__SUPPLIED RECORDS__:
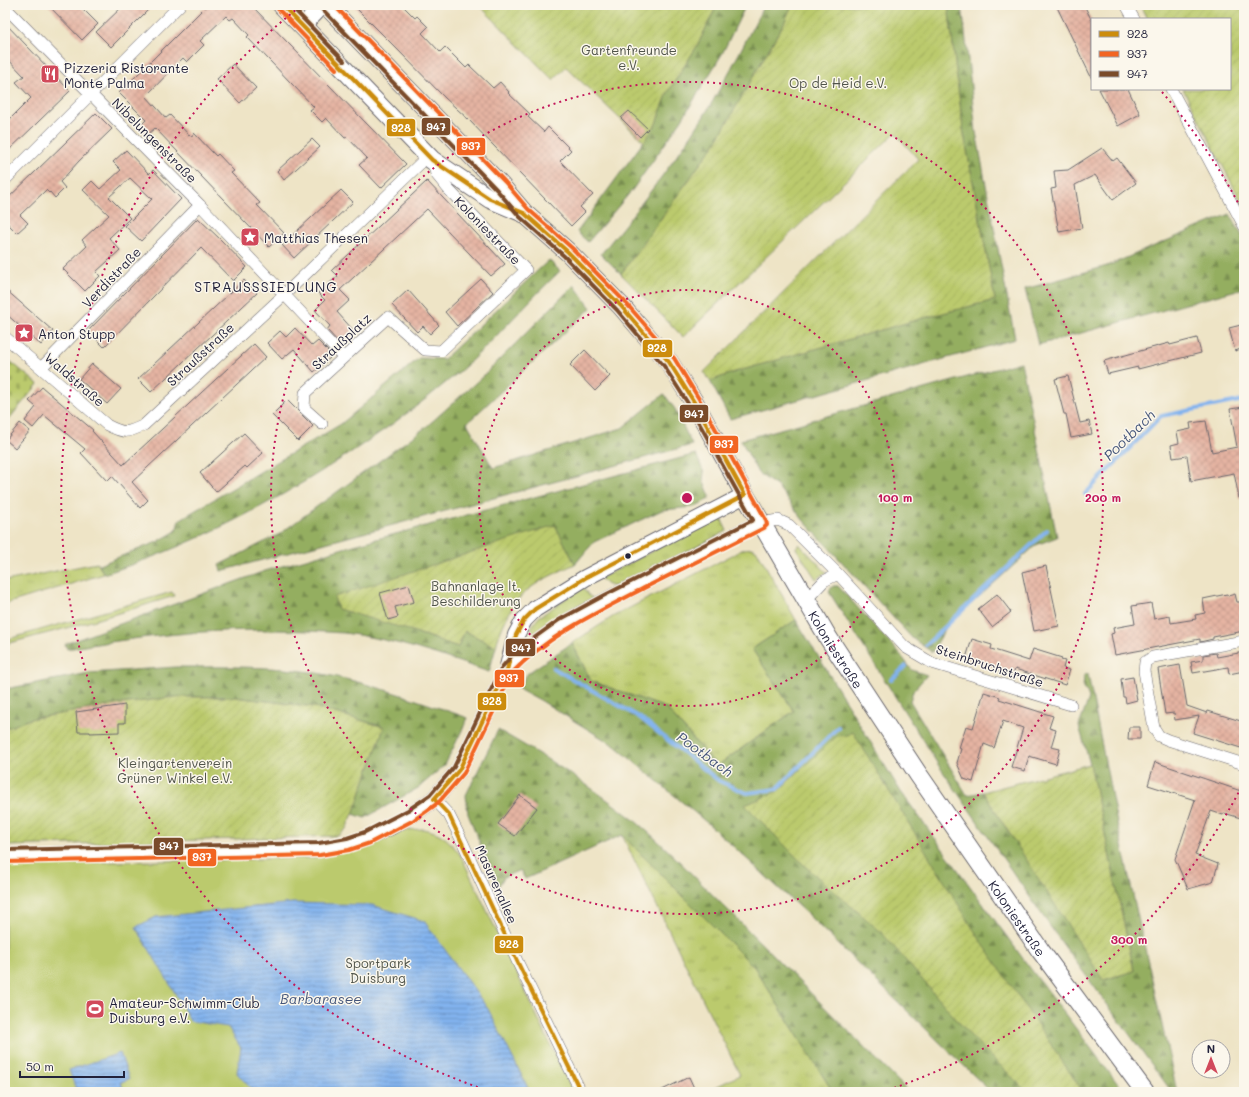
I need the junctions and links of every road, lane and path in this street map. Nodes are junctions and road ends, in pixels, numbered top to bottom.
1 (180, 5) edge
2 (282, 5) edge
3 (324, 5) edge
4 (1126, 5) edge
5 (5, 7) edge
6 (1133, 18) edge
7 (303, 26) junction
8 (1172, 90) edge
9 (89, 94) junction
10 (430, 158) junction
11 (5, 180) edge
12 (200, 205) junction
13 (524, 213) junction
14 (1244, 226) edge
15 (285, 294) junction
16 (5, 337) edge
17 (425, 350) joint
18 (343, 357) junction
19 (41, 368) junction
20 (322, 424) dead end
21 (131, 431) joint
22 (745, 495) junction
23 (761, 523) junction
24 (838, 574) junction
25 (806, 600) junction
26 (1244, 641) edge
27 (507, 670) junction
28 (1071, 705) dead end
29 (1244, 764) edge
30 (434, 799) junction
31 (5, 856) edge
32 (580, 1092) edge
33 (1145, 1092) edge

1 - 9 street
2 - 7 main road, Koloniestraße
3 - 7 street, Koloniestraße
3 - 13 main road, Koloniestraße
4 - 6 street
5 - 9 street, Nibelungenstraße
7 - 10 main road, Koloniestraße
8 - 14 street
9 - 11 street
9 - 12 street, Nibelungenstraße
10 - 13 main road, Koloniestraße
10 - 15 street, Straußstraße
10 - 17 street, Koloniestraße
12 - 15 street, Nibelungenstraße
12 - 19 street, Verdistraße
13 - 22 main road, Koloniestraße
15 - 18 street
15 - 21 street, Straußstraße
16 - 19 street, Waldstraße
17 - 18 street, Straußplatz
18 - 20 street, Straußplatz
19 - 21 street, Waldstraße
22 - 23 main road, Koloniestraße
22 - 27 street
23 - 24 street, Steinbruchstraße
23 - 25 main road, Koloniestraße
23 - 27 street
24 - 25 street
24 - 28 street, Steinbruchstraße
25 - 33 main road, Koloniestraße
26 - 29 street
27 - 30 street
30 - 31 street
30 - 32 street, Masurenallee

...

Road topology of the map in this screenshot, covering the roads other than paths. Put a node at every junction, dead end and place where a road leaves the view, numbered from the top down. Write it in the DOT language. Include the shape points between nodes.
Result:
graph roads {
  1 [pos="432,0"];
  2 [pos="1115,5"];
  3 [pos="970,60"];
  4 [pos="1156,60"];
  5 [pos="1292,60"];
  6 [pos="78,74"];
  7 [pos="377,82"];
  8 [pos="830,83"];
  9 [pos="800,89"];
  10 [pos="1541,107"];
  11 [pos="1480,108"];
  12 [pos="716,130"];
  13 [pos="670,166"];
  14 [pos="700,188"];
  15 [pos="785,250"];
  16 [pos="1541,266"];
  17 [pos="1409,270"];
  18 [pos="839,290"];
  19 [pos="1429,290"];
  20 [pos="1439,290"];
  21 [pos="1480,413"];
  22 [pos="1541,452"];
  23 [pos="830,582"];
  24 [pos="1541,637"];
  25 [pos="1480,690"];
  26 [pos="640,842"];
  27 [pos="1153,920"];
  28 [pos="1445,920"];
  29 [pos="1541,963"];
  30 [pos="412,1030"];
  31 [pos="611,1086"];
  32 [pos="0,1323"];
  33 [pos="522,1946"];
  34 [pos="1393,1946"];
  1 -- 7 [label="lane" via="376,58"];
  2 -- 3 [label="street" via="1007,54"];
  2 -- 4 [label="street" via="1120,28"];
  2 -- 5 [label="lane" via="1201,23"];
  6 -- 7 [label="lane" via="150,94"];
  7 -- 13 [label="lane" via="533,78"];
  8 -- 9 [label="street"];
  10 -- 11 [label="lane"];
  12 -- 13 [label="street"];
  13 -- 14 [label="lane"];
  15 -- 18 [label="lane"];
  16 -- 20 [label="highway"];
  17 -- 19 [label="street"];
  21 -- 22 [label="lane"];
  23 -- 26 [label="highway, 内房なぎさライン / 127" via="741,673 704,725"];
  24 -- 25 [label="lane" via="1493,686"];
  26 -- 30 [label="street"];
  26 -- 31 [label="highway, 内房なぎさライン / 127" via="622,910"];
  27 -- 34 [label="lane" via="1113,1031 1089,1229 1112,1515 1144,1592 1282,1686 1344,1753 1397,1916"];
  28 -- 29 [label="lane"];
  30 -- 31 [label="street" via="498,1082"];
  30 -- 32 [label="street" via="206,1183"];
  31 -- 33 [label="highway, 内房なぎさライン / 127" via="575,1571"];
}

__WHAT YOU WILL DO__: Go through the entries above and copy every line containing "lane".

__SOLUTION TO THIS PROBLEM__:
I need the junctions and links of every road, lane and path in this street map. Nodes are junctions and road ends, in pixels, numbered top to bottom.
  1 -- 7 [label="lane" via="376,58"];
  2 -- 5 [label="lane" via="1201,23"];
  6 -- 7 [label="lane" via="150,94"];
  7 -- 13 [label="lane" via="533,78"];
  10 -- 11 [label="lane"];
  13 -- 14 [label="lane"];
  15 -- 18 [label="lane"];
  21 -- 22 [label="lane"];
  24 -- 25 [label="lane" via="1493,686"];
  27 -- 34 [label="lane" via="1113,1031 1089,1229 1112,1515 1144,1592 1282,1686 1344,1753 1397,1916"];
  28 -- 29 [label="lane"];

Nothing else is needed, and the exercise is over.